#### ACTION ITEM
Please return each record exactly as it stands.

Collected data entries
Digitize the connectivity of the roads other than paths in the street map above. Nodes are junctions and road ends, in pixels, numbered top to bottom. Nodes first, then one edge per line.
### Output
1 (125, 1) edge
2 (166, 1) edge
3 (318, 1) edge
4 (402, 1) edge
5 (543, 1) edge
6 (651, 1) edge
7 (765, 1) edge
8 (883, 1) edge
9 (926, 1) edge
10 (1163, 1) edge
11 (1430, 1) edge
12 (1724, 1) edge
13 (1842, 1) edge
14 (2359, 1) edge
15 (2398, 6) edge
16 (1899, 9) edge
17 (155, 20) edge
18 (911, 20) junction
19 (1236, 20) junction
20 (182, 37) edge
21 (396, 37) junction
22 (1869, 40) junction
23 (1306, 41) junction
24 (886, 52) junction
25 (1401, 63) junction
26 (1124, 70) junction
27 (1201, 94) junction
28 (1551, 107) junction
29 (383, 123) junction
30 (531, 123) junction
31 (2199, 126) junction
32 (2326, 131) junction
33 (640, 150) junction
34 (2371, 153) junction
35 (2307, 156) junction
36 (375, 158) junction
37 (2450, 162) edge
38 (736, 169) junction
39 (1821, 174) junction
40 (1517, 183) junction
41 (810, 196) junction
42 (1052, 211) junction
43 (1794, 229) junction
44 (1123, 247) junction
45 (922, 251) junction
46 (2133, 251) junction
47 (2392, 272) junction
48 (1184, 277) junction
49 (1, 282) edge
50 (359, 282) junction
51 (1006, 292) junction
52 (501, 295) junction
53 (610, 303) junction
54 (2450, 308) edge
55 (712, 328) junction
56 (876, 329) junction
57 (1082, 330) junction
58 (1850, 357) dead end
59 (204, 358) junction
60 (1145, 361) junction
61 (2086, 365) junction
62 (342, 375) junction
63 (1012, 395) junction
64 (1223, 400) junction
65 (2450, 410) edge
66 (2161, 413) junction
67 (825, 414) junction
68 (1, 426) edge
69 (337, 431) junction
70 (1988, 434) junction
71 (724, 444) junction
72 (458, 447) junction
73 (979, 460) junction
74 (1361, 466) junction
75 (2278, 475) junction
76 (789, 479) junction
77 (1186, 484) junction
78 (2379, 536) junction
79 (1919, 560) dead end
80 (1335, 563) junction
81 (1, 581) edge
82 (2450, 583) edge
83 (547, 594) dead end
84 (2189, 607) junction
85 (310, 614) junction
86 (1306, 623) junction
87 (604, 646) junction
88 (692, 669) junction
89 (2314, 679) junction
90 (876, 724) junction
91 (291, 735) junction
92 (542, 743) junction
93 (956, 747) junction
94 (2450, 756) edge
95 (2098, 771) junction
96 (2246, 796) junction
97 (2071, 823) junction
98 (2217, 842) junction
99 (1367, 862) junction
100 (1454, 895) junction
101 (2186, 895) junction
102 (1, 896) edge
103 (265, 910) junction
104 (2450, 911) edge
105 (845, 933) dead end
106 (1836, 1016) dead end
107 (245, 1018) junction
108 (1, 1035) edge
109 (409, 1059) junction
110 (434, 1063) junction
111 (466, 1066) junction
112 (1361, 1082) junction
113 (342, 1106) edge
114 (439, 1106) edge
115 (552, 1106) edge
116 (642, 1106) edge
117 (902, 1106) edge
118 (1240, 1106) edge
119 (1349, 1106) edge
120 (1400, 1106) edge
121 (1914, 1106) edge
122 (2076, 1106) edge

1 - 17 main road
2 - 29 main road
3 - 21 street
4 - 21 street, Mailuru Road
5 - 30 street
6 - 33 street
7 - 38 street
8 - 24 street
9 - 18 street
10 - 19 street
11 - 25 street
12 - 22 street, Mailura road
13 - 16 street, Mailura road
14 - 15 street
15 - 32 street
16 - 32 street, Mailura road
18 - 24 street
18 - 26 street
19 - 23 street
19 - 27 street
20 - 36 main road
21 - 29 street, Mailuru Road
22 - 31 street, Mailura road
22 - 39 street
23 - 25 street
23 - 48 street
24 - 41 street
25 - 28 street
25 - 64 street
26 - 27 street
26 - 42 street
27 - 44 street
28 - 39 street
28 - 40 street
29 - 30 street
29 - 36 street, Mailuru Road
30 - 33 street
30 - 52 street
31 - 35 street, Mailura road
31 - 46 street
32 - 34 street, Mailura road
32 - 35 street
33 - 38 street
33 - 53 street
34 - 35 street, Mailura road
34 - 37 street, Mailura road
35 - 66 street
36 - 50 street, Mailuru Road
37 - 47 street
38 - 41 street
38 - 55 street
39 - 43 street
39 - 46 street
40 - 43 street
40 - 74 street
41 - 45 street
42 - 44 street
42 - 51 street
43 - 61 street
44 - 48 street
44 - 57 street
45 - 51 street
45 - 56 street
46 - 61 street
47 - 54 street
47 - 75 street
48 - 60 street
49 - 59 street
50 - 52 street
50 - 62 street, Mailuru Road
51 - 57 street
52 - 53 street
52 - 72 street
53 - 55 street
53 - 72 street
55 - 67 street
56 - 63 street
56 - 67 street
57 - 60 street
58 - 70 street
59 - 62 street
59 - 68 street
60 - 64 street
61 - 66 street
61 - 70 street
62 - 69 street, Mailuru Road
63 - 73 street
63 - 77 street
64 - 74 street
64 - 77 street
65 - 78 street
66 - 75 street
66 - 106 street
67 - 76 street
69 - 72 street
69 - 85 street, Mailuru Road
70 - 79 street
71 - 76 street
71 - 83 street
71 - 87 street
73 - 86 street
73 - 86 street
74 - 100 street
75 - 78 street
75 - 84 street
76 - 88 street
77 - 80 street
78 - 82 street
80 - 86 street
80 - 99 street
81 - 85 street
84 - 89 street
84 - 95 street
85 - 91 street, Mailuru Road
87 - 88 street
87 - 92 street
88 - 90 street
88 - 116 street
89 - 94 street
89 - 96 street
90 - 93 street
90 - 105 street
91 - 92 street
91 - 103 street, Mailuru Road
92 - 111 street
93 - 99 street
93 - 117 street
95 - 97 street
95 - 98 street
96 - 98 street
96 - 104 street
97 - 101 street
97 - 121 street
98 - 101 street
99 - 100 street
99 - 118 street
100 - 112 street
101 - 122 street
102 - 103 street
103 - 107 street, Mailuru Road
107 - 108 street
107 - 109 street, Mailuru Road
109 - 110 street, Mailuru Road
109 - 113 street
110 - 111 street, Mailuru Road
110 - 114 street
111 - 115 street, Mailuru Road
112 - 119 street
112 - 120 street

#### RESULT
Digitize the connectivity of the roads other than paths in the street map above. Nodes are junctions and road ends, in pixels, numbered top to bottom. Nodes first, then one edge per line.
### Output
1 (125, 1) edge
2 (166, 1) edge
3 (318, 1) edge
4 (402, 1) edge
5 (543, 1) edge
6 (651, 1) edge
7 (765, 1) edge
8 (883, 1) edge
9 (926, 1) edge
10 (1163, 1) edge
11 (1430, 1) edge
12 (1724, 1) edge
13 (1842, 1) edge
14 (2359, 1) edge
15 (2398, 6) edge
16 (1899, 9) edge
17 (155, 20) edge
18 (911, 20) junction
19 (1236, 20) junction
20 (182, 37) edge
21 (396, 37) junction
22 (1869, 40) junction
23 (1306, 41) junction
24 (886, 52) junction
25 (1401, 63) junction
26 (1124, 70) junction
27 (1201, 94) junction
28 (1551, 107) junction
29 (383, 123) junction
30 (531, 123) junction
31 (2199, 126) junction
32 (2326, 131) junction
33 (640, 150) junction
34 (2371, 153) junction
35 (2307, 156) junction
36 (375, 158) junction
37 (2450, 162) edge
38 (736, 169) junction
39 (1821, 174) junction
40 (1517, 183) junction
41 (810, 196) junction
42 (1052, 211) junction
43 (1794, 229) junction
44 (1123, 247) junction
45 (922, 251) junction
46 (2133, 251) junction
47 (2392, 272) junction
48 (1184, 277) junction
49 (1, 282) edge
50 (359, 282) junction
51 (1006, 292) junction
52 (501, 295) junction
53 (610, 303) junction
54 (2450, 308) edge
55 (712, 328) junction
56 (876, 329) junction
57 (1082, 330) junction
58 (1850, 357) dead end
59 (204, 358) junction
60 (1145, 361) junction
61 (2086, 365) junction
62 (342, 375) junction
63 (1012, 395) junction
64 (1223, 400) junction
65 (2450, 410) edge
66 (2161, 413) junction
67 (825, 414) junction
68 (1, 426) edge
69 (337, 431) junction
70 (1988, 434) junction
71 (724, 444) junction
72 (458, 447) junction
73 (979, 460) junction
74 (1361, 466) junction
75 (2278, 475) junction
76 (789, 479) junction
77 (1186, 484) junction
78 (2379, 536) junction
79 (1919, 560) dead end
80 (1335, 563) junction
81 (1, 581) edge
82 (2450, 583) edge
83 (547, 594) dead end
84 (2189, 607) junction
85 (310, 614) junction
86 (1306, 623) junction
87 (604, 646) junction
88 (692, 669) junction
89 (2314, 679) junction
90 (876, 724) junction
91 (291, 735) junction
92 (542, 743) junction
93 (956, 747) junction
94 (2450, 756) edge
95 (2098, 771) junction
96 (2246, 796) junction
97 (2071, 823) junction
98 (2217, 842) junction
99 (1367, 862) junction
100 (1454, 895) junction
101 (2186, 895) junction
102 (1, 896) edge
103 (265, 910) junction
104 (2450, 911) edge
105 (845, 933) dead end
106 (1836, 1016) dead end
107 (245, 1018) junction
108 (1, 1035) edge
109 (409, 1059) junction
110 (434, 1063) junction
111 (466, 1066) junction
112 (1361, 1082) junction
113 (342, 1106) edge
114 (439, 1106) edge
115 (552, 1106) edge
116 (642, 1106) edge
117 (902, 1106) edge
118 (1240, 1106) edge
119 (1349, 1106) edge
120 (1400, 1106) edge
121 (1914, 1106) edge
122 (2076, 1106) edge

1 - 17 main road
2 - 29 main road
3 - 21 street
4 - 21 street, Mailuru Road
5 - 30 street
6 - 33 street
7 - 38 street
8 - 24 street
9 - 18 street
10 - 19 street
11 - 25 street
12 - 22 street, Mailura road
13 - 16 street, Mailura road
14 - 15 street
15 - 32 street
16 - 32 street, Mailura road
18 - 24 street
18 - 26 street
19 - 23 street
19 - 27 street
20 - 36 main road
21 - 29 street, Mailuru Road
22 - 31 street, Mailura road
22 - 39 street
23 - 25 street
23 - 48 street
24 - 41 street
25 - 28 street
25 - 64 street
26 - 27 street
26 - 42 street
27 - 44 street
28 - 39 street
28 - 40 street
29 - 30 street
29 - 36 street, Mailuru Road
30 - 33 street
30 - 52 street
31 - 35 street, Mailura road
31 - 46 street
32 - 34 street, Mailura road
32 - 35 street
33 - 38 street
33 - 53 street
34 - 35 street, Mailura road
34 - 37 street, Mailura road
35 - 66 street
36 - 50 street, Mailuru Road
37 - 47 street
38 - 41 street
38 - 55 street
39 - 43 street
39 - 46 street
40 - 43 street
40 - 74 street
41 - 45 street
42 - 44 street
42 - 51 street
43 - 61 street
44 - 48 street
44 - 57 street
45 - 51 street
45 - 56 street
46 - 61 street
47 - 54 street
47 - 75 street
48 - 60 street
49 - 59 street
50 - 52 street
50 - 62 street, Mailuru Road
51 - 57 street
52 - 53 street
52 - 72 street
53 - 55 street
53 - 72 street
55 - 67 street
56 - 63 street
56 - 67 street
57 - 60 street
58 - 70 street
59 - 62 street
59 - 68 street
60 - 64 street
61 - 66 street
61 - 70 street
62 - 69 street, Mailuru Road
63 - 73 street
63 - 77 street
64 - 74 street
64 - 77 street
65 - 78 street
66 - 75 street
66 - 106 street
67 - 76 street
69 - 72 street
69 - 85 street, Mailuru Road
70 - 79 street
71 - 76 street
71 - 83 street
71 - 87 street
73 - 86 street
73 - 86 street
74 - 100 street
75 - 78 street
75 - 84 street
76 - 88 street
77 - 80 street
78 - 82 street
80 - 86 street
80 - 99 street
81 - 85 street
84 - 89 street
84 - 95 street
85 - 91 street, Mailuru Road
87 - 88 street
87 - 92 street
88 - 90 street
88 - 116 street
89 - 94 street
89 - 96 street
90 - 93 street
90 - 105 street
91 - 92 street
91 - 103 street, Mailuru Road
92 - 111 street
93 - 99 street
93 - 117 street
95 - 97 street
95 - 98 street
96 - 98 street
96 - 104 street
97 - 101 street
97 - 121 street
98 - 101 street
99 - 100 street
99 - 118 street
100 - 112 street
101 - 122 street
102 - 103 street
103 - 107 street, Mailuru Road
107 - 108 street
107 - 109 street, Mailuru Road
109 - 110 street, Mailuru Road
109 - 113 street
110 - 111 street, Mailuru Road
110 - 114 street
111 - 115 street, Mailuru Road
112 - 119 street
112 - 120 street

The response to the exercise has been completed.